So every film set for me became an opportunity to talk to directors and DPs
and production designers and costume designers about what they were doing.
doing and how they were doing it. So when I had this draft ready, I thought, it's time. You're not
going to learn any more by not doing it. There's no more lessons over there. I don't know what I'm
going to write before I write it. So I didn't set out and say, this shall be my first film and I will
tackle this and this is what it is. I just started writing some junk and saw where it took me.
I knew I wanted to make something about home and my home is Sacramento.
so I knew I wanted to set it in Sacramento.
Did you have to go home to get some details, right?
Did you have to retore your life?
I go home a bit.
So I'm sort of revisiting all the time.
My brother lives there with his family and my sister.
Well, she lives in Berkeley with her family, but she's close by.
And my parents still live in Sacramento, and a lot of my best friends live in Sacramento.
So I'm home a bit.
And so...
You didn't have to rediscover...
16 years old.
Proustine myself.
but I didn't have to eat the Madeline.
I'm very much in contact with what that city is and with that world
and the people and the community that I grew up around.
And then I had a sense of I wanted to make something about mothers and daughters,
a motherhood.
And that was a thread that I kept wanting to explore.
But the truth is I write to figure out what I'm writing.
I can't pitch it to you before I do it.
I have no idea what it will be.
If I could pitch it to you, it means it will be terrible.
That's a good segue to the concept of getting people to give you money to make a movie.
Yes.
So you were not going to even start doing that until you felt like you had a finished script.
Yes.
And you were going to say, this is the movie I want to make.
Yeah, because then I have a thing I can defend that I know, that I know, because I've imagined it all the way through.
By the time a script is done for me, I know what I want to be making.
And I know how it all is supposed to work.
And I do my level best to put that all on the page.
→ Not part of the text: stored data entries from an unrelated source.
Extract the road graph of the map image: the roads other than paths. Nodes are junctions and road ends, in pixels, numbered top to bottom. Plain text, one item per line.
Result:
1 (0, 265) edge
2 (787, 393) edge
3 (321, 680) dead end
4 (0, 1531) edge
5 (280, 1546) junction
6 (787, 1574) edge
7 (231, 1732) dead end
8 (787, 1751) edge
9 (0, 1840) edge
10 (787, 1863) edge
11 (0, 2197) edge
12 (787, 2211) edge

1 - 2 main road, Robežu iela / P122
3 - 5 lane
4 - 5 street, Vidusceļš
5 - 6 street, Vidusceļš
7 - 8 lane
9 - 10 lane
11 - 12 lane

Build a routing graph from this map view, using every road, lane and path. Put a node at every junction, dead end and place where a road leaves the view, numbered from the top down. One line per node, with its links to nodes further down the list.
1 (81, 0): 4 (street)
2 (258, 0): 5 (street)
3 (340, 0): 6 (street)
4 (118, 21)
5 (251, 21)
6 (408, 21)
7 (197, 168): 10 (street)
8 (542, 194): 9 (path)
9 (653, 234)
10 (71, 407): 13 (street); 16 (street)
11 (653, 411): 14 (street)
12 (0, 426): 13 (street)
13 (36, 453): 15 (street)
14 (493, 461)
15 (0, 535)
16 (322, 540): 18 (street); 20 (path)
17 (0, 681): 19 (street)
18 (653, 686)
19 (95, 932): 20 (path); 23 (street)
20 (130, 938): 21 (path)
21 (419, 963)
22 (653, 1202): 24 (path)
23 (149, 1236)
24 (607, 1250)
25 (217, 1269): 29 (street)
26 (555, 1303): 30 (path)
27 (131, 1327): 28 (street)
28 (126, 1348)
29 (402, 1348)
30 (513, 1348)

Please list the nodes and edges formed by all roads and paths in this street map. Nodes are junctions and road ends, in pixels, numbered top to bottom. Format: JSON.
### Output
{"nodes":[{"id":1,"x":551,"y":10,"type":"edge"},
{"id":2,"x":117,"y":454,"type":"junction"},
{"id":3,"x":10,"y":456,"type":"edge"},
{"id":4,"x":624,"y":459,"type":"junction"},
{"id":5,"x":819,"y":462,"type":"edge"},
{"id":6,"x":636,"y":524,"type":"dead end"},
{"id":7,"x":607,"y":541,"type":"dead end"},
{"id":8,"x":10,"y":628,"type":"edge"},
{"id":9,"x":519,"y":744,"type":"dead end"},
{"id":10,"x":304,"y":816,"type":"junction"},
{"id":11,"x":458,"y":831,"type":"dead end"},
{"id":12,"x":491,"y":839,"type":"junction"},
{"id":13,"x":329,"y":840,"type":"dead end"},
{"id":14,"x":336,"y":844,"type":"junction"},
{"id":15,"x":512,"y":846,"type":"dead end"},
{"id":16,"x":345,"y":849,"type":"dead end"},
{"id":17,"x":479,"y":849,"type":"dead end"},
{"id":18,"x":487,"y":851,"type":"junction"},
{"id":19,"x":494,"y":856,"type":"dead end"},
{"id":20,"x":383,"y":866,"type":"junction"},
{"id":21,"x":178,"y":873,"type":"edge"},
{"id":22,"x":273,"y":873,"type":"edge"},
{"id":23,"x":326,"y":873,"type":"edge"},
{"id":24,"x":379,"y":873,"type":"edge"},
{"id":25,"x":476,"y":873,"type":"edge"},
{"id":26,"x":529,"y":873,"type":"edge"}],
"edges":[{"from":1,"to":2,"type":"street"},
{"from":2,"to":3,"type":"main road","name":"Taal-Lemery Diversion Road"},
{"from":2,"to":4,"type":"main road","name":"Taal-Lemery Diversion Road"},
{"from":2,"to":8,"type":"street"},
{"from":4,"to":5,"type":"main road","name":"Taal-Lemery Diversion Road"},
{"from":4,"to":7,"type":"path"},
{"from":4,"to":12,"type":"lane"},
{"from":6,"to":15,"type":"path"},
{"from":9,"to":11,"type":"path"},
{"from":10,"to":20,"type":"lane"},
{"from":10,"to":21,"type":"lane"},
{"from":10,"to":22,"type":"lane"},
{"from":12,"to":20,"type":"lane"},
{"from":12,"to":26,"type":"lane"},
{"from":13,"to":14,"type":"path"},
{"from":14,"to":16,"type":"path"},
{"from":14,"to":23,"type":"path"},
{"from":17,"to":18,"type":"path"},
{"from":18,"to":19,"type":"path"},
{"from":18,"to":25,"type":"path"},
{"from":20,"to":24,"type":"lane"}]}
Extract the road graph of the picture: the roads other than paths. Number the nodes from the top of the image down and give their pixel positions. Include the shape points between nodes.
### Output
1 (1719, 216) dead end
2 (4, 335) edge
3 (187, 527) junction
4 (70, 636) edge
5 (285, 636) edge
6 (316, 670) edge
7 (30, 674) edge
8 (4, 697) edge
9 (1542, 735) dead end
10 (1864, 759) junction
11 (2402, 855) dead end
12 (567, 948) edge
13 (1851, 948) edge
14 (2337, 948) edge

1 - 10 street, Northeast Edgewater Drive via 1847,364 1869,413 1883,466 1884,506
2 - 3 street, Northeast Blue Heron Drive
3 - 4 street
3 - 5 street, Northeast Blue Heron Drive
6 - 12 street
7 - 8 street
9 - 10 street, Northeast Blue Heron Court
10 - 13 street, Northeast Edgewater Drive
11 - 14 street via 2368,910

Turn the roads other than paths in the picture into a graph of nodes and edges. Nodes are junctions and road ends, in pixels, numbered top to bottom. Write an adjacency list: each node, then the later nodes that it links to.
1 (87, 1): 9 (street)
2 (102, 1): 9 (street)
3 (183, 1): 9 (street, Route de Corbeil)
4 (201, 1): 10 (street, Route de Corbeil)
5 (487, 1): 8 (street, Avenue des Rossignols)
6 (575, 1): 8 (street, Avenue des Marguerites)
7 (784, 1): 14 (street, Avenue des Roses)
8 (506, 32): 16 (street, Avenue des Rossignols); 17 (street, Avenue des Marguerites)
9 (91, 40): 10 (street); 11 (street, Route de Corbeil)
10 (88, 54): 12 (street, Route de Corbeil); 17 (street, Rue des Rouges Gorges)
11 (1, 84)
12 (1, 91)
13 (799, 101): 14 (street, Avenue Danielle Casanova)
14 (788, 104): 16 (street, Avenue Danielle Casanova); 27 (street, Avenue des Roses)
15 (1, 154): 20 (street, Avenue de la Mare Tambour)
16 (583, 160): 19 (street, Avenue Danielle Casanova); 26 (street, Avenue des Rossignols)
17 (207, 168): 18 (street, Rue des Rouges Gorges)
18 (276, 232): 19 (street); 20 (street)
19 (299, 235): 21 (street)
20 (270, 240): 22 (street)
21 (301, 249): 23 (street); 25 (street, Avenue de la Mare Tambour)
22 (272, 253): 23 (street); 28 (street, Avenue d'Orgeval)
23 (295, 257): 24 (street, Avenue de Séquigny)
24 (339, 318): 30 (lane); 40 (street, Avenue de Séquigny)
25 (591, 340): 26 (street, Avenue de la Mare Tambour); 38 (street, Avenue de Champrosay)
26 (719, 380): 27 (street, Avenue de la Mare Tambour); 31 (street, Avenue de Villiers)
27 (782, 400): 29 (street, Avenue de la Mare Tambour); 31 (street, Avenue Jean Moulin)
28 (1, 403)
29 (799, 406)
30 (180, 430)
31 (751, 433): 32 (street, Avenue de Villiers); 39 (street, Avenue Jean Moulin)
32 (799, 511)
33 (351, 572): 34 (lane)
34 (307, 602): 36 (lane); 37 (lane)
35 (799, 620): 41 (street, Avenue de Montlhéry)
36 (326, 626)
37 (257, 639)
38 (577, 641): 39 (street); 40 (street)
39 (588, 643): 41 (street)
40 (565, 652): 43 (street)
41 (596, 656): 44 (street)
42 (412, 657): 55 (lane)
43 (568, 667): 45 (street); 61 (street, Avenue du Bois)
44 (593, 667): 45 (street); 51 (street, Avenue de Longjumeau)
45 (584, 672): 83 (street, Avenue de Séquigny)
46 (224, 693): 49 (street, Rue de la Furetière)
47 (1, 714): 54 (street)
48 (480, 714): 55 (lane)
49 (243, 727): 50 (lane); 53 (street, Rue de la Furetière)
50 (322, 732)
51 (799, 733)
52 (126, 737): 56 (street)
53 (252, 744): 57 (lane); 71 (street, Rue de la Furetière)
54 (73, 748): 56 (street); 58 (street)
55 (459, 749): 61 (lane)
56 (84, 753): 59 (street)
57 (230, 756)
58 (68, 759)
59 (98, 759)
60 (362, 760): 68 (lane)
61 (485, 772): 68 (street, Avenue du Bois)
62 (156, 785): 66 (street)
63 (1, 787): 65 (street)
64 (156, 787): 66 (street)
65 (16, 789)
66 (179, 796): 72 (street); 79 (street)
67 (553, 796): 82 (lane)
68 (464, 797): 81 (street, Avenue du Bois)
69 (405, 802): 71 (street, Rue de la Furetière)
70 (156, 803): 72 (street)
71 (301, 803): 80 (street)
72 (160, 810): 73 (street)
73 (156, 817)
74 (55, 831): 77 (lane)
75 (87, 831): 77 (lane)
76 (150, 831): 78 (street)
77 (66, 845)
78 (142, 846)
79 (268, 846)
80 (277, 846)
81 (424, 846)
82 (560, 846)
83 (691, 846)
so that it will communicate that to other people, but I know it.
And I don't know how I would ask for anyone to give me money to make anything
before I knew what it was that I was going to make.
And it's a big ask, and it's a big ask, not just financially,
it's a big ask artists to bring themselves to it.
And I think my DP, Sam Levy, I asked him really early over a year before we started shooting.
And we started working on it.
I just think with any creative person, whether it's an actor or production designer or anyone,
the more detail you can give them, the clearer parameters you can give them, the better.
There's nothing more terrifying than someone saying, I don't know what it is, but let's, I don't know at all.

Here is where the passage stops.